N.B.: My copy of A Dance with Dragons is due back at 8 p.m. tonight, and so tomorrow's entry will be based on the same book. Infinite Jest will return, though. And a new book will find its way into the line up as well.
The Wildling town Hardhome is surprisingly like the early American colony of Roanoke. Not in that the Wildlings were there to settle a brand new land, or sent by any queen to do so, but in that it disappeared under quite mysterious circumstances. Hardhome's vanishing was a great deal more destructive, but both stand as settlements that for some strange twist in fate floundered and failed.
The other thing to grab my attention is Martin's restoration of Theon.

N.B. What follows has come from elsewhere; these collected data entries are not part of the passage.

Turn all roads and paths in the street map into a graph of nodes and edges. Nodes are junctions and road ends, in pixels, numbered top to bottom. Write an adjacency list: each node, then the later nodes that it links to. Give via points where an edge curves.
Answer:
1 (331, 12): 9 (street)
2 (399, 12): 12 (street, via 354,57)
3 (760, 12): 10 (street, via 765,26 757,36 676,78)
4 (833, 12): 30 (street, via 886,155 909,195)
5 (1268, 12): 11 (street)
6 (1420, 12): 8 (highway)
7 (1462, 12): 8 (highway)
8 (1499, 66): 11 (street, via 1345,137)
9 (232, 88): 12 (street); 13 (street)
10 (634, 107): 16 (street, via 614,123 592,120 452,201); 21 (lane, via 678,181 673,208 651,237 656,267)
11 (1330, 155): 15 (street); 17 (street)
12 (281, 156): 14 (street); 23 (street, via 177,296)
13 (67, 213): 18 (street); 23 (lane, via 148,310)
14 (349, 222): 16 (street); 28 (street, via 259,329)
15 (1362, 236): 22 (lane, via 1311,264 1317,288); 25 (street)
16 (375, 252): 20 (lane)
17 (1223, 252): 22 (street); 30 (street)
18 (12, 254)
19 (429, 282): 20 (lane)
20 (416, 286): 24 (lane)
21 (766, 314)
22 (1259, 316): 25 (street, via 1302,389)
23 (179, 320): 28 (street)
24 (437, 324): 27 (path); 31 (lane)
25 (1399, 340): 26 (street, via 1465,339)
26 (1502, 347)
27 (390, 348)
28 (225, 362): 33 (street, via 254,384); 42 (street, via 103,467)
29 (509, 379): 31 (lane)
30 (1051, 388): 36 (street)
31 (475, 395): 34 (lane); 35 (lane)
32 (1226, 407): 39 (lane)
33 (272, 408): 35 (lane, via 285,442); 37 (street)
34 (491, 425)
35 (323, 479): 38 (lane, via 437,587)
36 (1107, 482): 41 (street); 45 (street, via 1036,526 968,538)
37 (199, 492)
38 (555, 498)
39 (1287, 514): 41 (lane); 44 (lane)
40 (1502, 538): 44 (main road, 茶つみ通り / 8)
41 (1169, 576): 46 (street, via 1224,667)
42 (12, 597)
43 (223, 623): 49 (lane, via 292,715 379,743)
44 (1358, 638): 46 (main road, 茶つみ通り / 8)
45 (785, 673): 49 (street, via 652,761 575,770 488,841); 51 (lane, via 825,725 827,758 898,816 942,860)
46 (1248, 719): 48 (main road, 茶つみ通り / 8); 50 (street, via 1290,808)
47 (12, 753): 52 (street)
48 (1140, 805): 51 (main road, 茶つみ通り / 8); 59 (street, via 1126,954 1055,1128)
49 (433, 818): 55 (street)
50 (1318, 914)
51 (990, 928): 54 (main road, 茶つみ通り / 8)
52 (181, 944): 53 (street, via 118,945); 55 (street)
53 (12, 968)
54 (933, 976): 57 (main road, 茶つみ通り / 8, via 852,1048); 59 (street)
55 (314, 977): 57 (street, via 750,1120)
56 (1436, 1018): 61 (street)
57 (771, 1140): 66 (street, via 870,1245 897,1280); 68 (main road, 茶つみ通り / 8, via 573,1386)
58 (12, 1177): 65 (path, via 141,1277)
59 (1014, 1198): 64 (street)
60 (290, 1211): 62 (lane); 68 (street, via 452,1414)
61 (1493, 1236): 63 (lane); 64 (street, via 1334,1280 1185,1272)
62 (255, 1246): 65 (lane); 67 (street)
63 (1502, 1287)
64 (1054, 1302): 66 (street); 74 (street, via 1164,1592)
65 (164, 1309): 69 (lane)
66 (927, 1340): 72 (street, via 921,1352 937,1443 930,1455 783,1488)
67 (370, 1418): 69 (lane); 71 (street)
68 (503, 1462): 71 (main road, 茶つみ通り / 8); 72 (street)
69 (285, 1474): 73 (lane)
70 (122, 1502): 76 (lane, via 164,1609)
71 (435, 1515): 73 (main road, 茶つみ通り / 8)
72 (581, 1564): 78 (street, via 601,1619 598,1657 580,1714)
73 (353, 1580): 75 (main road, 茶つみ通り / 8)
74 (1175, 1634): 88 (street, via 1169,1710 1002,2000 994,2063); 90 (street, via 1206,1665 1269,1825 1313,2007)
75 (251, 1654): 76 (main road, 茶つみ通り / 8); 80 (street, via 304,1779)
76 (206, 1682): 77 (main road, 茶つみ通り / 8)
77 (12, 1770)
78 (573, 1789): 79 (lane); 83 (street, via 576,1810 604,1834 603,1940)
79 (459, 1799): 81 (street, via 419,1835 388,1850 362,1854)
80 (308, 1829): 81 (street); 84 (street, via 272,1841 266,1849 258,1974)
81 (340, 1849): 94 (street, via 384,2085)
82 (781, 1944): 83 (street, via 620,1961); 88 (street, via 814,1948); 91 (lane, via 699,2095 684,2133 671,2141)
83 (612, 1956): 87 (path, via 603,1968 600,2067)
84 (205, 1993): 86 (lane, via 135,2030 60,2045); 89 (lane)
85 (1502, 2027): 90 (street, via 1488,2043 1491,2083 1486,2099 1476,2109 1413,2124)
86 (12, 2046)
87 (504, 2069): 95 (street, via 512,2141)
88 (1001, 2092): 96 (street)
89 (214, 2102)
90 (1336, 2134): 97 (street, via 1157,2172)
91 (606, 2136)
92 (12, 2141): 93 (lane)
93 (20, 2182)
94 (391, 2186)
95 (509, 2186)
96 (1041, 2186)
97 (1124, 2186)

It happens, of course, through the actual meat of each of his chapters, but more so through his shifting chapter headings. It's nothing major to change these headings, but that they do change is novel. Up to this point, the chapter headings have seemed to be hard and fast. Also, coupled with the increase in the glimpses we get into characters' heads, these different headings don't just signal change of role and social place, but they also shift the story a bit more into the internal.
More than ever, snippets of past conversations and remembered questions are being repeated to great effect - from Tywin's "Where do whores go?" to Reek's various rhymes with his name. They're not ground breaking literary devices, but their presence adds greater depth to Martin's story. The only danger is that through repetitive use his characters become flat.